Authors: Jarkko Saarinen*, University of Oulu
Topics: Tourism Geography, Global Change, Africa
Keywords: tourism, communities, climate change, perceptions, Botswana
Session Type: Paper
Start / End Time: 8:00 AM / 9:40 AM
Room: Maryland B, Marriott, Lobby Level
Presentation File: No File Uploaded
Botswana is characterized by arid conditions with the climate being generally hot and dry, with sparse and unpredictable rainfall. Due to ongoing environmental change and economic transition the basis of livelihoods are changing in the country. Especially in rural areas, the tourism industry has been introduced and increasingly perceived by policy makers as a prominent avenue for development and a tool for economic diversification and poverty alleviation. The highlighted role of tourism has been based a synergistic relation between the growth of tourism and a strong policy emphasis on community-based and locally beneficial tourism development initiatives in Botswana. Based on this, the industry is seen as a beneficial activity for destination communities. However, good intentions may not always materialize in practice. Instead, the tourism industry and its growth ideology has also resulted in negative changes and challenges for communities. This paper overviews the tourism policy context in Botswana. More specifically, the paper focuses on tourism and community relations in the Kgalagadi (Kalahari) North District villages (Kang, Hukuntsi, Tshane, Lehututu and Lokgwabe) in the context of transforming rurality and environmental change.

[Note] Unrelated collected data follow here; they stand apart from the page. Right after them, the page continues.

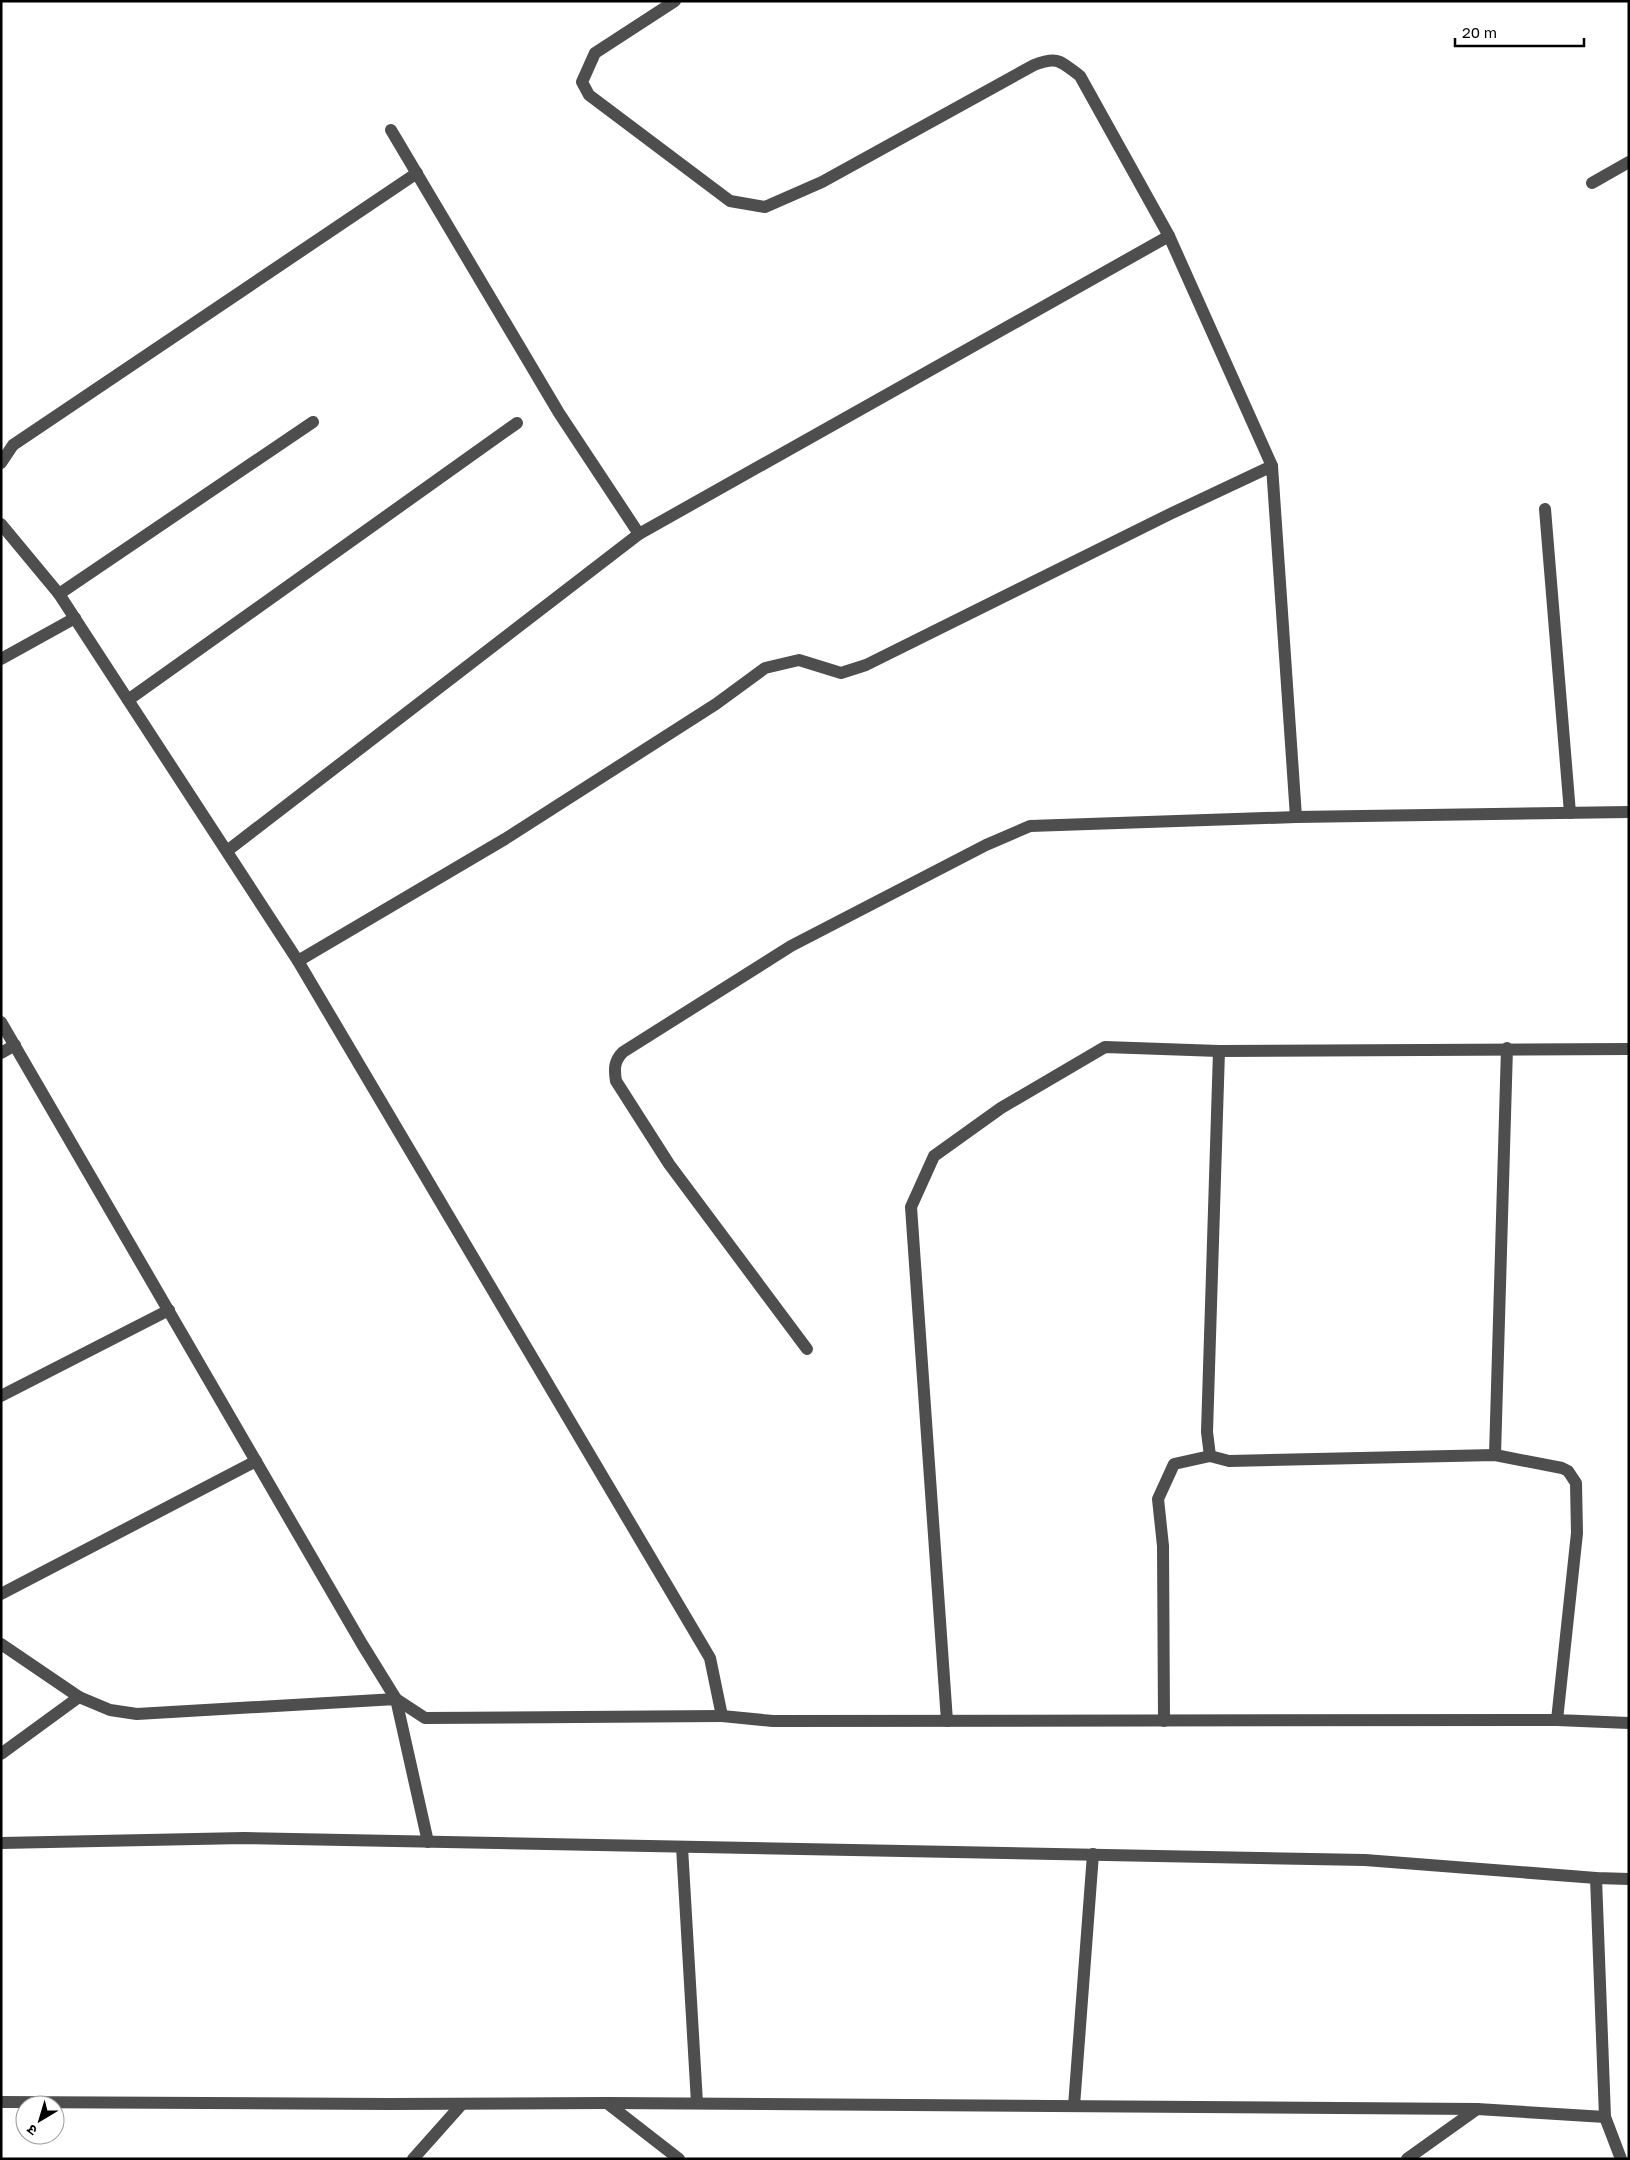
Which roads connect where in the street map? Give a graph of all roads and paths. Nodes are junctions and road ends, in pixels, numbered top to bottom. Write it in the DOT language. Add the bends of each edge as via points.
graph roads {
  1 [pos="675,1"];
  2 [pos="391,130"];
  3 [pos="1629,162"];
  4 [pos="416,173"];
  5 [pos="1592,183"];
  6 [pos="1169,236"];
  7 [pos="313,422"];
  8 [pos="517,423"];
  9 [pos="1,463"];
  10 [pos="1272,466"];
  11 [pos="1545,509"];
  12 [pos="1,524"];
  13 [pos="639,534"];
  14 [pos="60,594"];
  15 [pos="75,618"];
  16 [pos="1,659"];
  17 [pos="128,700"];
  18 [pos="1629,812"];
  19 [pos="1570,813"];
  20 [pos="1296,817"];
  21 [pos="227,851"];
  22 [pos="298,962"];
  23 [pos="1,1022"];
  24 [pos="15,1045"];
  25 [pos="1507,1048"];
  26 [pos="1629,1049"];
  27 [pos="1219,1051"];
  28 [pos="1,1053"];
  29 [pos="169,1310"];
  30 [pos="807,1349"];
  31 [pos="1,1396"];
  32 [pos="1495,1455"];
  33 [pos="1210,1456"];
  34 [pos="256,1461"];
  35 [pos="1,1594"];
  36 [pos="1,1644"];
  37 [pos="79,1697"];
  38 [pos="396,1699"];
  39 [pos="722,1716"];
  40 [pos="1557,1720"];
  41 [pos="946,1721"];
  42 [pos="1164,1721"];
  43 [pos="1629,1723"];
  44 [pos="1,1754"];
  45 [pos="428,1842"];
  46 [pos="1,1843"];
  47 [pos="682,1847"];
  48 [pos="1093,1854"];
  49 [pos="1596,1878"];
  50 [pos="1629,1879"];
  51 [pos="1,2102"];
  52 [pos="607,2103"];
  53 [pos="697,2103"];
  54 [pos="462,2104"];
  55 [pos="1074,2106"];
  56 [pos="1477,2109"];
  57 [pos="1605,2116"];
  58 [pos="413,2159"];
  59 [pos="678,2159"];
  60 [pos="1407,2159"];
  61 [pos="1621,2159"];
  1 -- 6 [label="street" via="595,53 582,82 589,95 730,201 765,207 822,182 1050,59 1063,63 1080,76"];
  2 -- 4 [label="street"];
  3 -- 5 [label="street"];
  4 -- 9 [label="street" via="13,445"];
  4 -- 13 [label="street" via="559,413"];
  6 -- 10 [label="street"];
  6 -- 13 [label="street"];
  7 -- 14 [label="street"];
  8 -- 17 [label="street"];
  10 -- 20 [label="street"];
  10 -- 22 [label="street" via="866,666 841,673 799,660 765,668 716,704 505,839"];
  11 -- 19 [label="street"];
  12 -- 14 [label="street"];
  13 -- 21 [label="street"];
  14 -- 15 [label="street"];
  15 -- 16 [label="street"];
  15 -- 17 [label="street"];
  17 -- 21 [label="street"];
  18 -- 19 [label="street"];
  19 -- 20 [label="street"];
  20 -- 30 [label="street" via="1030,826 986,845 791,946 616,1058 616,1081 670,1164"];
  21 -- 22 [label="street"];
  22 -- 39 [label="street" via="710,1658"];
  23 -- 24 [label="street"];
  24 -- 28 [label="street"];
  24 -- 29 [label="street"];
  25 -- 26 [label="street"];
  25 -- 27 [label="street"];
  25 -- 32 [label="street"];
  27 -- 33 [label="street" via="1207,1432"];
  27 -- 41 [label="street" via="1105,1047 1001,1108 934,1156 910,1207"];
  29 -- 31 [label="street"];
  29 -- 34 [label="street"];
  32 -- 33 [label="street" via="1229,1461"];
  32 -- 40 [label="street" via="1562,1468 1576,1483 1577,1533"];
  33 -- 42 [label="street" via="1174,1464 1158,1499 1163,1546"];
  34 -- 35 [label="street"];
  34 -- 38 [label="street"];
  36 -- 37 [label="street"];
  37 -- 38 [label="street" via="110,1710 137,1714"];
  37 -- 44 [label="street"];
  38 -- 39 [label="street" via="425,1718"];
  38 -- 45 [label="street"];
  39 -- 41 [label="street" via="773,1721"];
  40 -- 42 [label="street"];
  40 -- 43 [label="street"];
  41 -- 42 [label="street"];
  45 -- 46 [label="street" via="244,1838"];
  45 -- 47 [label="street"];
  47 -- 48 [label="street"];
  47 -- 53 [label="street"];
  48 -- 49 [label="street" via="1365,1860"];
  48 -- 55 [label="street"];
  49 -- 50 [label="street"];
  49 -- 57 [label="street"];
  51 -- 54 [label="street"];
  52 -- 53 [label="street"];
  52 -- 54 [label="street"];
  52 -- 59 [label="street"];
  53 -- 55 [label="street"];
  54 -- 58 [label="street"];
  55 -- 56 [label="street"];
  56 -- 57 [label="street"];
  56 -- 60 [label="street"];
  57 -- 61 [label="street"];
}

These villages are situated close to Trans-Kalahari Highway running through Botswana linking up the country with Namibia and South Africa. Although resident of these villages are close to tourism operations their personal role and perceived and actual benefits from tourism remain abstract and relatively marginal. Based on this, future governance, policy and research needs are highlighted in relation to a quest for sustainability in tourism development in rural community contexts.